Lesson plan at a glance...

In this lesson plan…

• Lesson Overview
• Materials and Equipment
• Preparation Tasks
• The Lesson
• Learning Objectives and Standards
• Additional Information and Resources

Confirm that all computers are turned on and logged-in

1 to 3 minutes

Confirm that your projector is turned on and is projecting properly

1 to 4 minutes

Install Python 2.x (https://www.python.org/downloads) or navigate to Trinket (https://trinket.io/)

5 to 10 minutes

Pre-load Python Starter Files (or copy and paste in the code)

20 minutes

Warm-up Activity: Recognizing patterns in the coefficient and constant

20 minutes

Activity 1: Using Python to solve problems

20 minutes

Activity 2: Calculating slope

10 minutes

Activity 3: Designing an algorithm to find the slope of any line

20 minutes

Wrap-up Activity: Using Python to write the equation of a line

10 minutes

Activity:

Students begin this lesson by completing the chart below. Remind students that they can calculate the changes in x and y by subtracting the second from the first value. As students work, they should look out for patterns or relationships between 1) the change in y values and the slope of the line, and 2) the y value when x equals zero and the y-intercept of the line. This activity can be completed individually or in small groups.

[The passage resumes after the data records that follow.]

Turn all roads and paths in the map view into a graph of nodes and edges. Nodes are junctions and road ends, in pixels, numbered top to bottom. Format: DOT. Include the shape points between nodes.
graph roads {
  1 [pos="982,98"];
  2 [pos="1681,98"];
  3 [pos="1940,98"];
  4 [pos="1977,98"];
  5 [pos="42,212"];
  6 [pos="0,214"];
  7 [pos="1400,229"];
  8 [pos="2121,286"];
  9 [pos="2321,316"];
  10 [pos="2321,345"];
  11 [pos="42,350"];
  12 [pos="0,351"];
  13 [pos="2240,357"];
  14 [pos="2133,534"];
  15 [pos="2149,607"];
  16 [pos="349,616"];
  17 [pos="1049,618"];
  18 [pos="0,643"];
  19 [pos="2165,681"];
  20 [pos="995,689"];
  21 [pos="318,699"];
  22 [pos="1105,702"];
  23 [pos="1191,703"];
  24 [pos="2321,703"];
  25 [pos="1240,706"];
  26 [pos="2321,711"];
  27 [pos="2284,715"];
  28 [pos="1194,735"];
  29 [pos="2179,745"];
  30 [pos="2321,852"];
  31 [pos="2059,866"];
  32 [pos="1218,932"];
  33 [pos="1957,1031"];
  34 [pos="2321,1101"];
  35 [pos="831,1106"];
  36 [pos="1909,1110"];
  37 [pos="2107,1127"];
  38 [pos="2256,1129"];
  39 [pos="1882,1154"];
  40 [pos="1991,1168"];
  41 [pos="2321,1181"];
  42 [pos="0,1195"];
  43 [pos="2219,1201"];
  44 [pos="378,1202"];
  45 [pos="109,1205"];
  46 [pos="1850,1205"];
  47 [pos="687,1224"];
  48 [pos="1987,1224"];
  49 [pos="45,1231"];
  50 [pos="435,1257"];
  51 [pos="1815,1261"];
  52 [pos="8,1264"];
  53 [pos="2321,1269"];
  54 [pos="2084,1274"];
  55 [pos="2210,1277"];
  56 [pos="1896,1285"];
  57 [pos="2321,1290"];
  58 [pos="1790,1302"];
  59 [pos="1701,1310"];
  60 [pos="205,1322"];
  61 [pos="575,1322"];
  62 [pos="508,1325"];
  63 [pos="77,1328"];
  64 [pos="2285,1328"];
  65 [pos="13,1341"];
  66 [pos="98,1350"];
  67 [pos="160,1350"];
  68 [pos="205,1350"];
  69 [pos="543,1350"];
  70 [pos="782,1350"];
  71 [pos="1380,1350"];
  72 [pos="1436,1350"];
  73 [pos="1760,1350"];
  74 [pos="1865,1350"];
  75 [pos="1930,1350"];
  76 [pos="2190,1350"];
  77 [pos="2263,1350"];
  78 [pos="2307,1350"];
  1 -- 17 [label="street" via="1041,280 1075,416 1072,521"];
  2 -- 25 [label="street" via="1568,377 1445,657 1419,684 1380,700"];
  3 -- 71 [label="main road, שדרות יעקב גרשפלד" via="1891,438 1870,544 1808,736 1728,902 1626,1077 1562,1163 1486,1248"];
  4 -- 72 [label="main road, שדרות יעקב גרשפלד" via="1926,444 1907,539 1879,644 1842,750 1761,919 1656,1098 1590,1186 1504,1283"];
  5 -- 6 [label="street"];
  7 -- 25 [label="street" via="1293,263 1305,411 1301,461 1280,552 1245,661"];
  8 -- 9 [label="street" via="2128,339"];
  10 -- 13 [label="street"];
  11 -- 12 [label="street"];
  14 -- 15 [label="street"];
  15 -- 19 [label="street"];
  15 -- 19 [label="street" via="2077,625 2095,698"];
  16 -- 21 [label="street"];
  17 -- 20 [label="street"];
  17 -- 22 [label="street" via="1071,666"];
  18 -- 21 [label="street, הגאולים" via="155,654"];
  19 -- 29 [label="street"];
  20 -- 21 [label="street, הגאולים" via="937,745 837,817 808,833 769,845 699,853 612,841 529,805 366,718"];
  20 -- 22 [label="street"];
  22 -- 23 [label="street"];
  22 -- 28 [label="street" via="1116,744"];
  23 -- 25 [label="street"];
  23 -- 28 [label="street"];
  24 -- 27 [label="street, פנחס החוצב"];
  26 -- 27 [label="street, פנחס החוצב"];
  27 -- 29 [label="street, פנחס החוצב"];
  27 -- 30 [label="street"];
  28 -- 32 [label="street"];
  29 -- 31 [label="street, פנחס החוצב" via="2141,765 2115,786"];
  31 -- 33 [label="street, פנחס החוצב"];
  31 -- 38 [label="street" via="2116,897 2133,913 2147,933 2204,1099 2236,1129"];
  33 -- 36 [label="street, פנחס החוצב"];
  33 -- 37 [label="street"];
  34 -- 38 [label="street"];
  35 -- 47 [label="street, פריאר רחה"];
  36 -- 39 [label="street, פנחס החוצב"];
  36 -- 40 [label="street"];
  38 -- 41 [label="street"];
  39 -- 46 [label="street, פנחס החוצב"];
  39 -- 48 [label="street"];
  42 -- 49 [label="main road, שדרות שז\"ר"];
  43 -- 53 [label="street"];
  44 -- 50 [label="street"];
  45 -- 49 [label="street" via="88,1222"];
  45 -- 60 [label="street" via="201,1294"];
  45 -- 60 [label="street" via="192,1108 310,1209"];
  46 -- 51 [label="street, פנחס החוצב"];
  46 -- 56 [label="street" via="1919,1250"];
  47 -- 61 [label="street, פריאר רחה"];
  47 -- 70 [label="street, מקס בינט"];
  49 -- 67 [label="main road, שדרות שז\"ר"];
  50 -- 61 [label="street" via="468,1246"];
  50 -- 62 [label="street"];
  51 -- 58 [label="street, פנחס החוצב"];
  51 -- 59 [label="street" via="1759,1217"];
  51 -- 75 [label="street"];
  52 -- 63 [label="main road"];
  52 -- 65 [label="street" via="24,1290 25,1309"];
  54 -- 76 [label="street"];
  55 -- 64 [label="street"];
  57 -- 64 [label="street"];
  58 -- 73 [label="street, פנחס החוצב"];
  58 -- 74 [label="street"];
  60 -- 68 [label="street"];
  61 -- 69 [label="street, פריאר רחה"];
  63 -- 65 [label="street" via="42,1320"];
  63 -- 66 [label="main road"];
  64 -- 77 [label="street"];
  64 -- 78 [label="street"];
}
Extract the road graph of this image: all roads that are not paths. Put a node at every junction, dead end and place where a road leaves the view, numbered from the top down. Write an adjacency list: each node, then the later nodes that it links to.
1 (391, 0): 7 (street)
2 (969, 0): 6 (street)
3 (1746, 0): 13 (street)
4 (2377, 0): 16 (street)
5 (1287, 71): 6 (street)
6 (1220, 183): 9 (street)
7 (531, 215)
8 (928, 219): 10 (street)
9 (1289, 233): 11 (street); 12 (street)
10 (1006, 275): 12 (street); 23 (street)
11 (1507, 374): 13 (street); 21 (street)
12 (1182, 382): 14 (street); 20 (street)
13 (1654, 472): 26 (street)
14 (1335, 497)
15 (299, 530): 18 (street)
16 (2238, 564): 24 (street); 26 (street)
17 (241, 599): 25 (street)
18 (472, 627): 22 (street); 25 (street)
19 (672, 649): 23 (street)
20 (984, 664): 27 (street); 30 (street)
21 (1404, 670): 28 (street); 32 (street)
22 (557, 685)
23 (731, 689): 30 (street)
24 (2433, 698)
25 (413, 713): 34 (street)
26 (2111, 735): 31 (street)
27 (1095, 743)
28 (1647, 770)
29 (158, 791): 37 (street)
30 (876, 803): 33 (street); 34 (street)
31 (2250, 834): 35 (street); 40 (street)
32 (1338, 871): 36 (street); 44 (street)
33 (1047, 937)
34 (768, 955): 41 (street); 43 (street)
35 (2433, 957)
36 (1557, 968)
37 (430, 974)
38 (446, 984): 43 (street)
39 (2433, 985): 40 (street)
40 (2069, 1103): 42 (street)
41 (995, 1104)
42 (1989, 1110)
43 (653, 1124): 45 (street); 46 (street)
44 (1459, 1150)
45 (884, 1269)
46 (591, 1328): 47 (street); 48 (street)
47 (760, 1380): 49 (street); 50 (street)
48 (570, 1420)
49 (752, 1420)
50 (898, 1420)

Q1: Complete the chart below. Describe any patterns you notice in the numbers you recorded and (f) the slope and y-intercept. 

Notes to the Teacher:

In the first problem, students should have noticed that the value of y when x = 0, is always the y-intercept. In the second problem however, they are now not given this value of y. Thus in order to figure out the y-intercept, students will need to decompose the chart and count down to get to x = 0.

Teaching Tip:

• If this activity is being completed in small groups, organize groups by experience level so students in each group will work at a similar pace.

• Change the amount of information already calculated or provided in the chart in order to change the level of difficulty.

Assessment:

A1: Answers may vary but students should notice that the slope is equal to the increase in y, and the y-intercept is equal to the value of y when x = 0.

Activity:

Have students work through the following activity.

Q2: Study the table below to answer the following question.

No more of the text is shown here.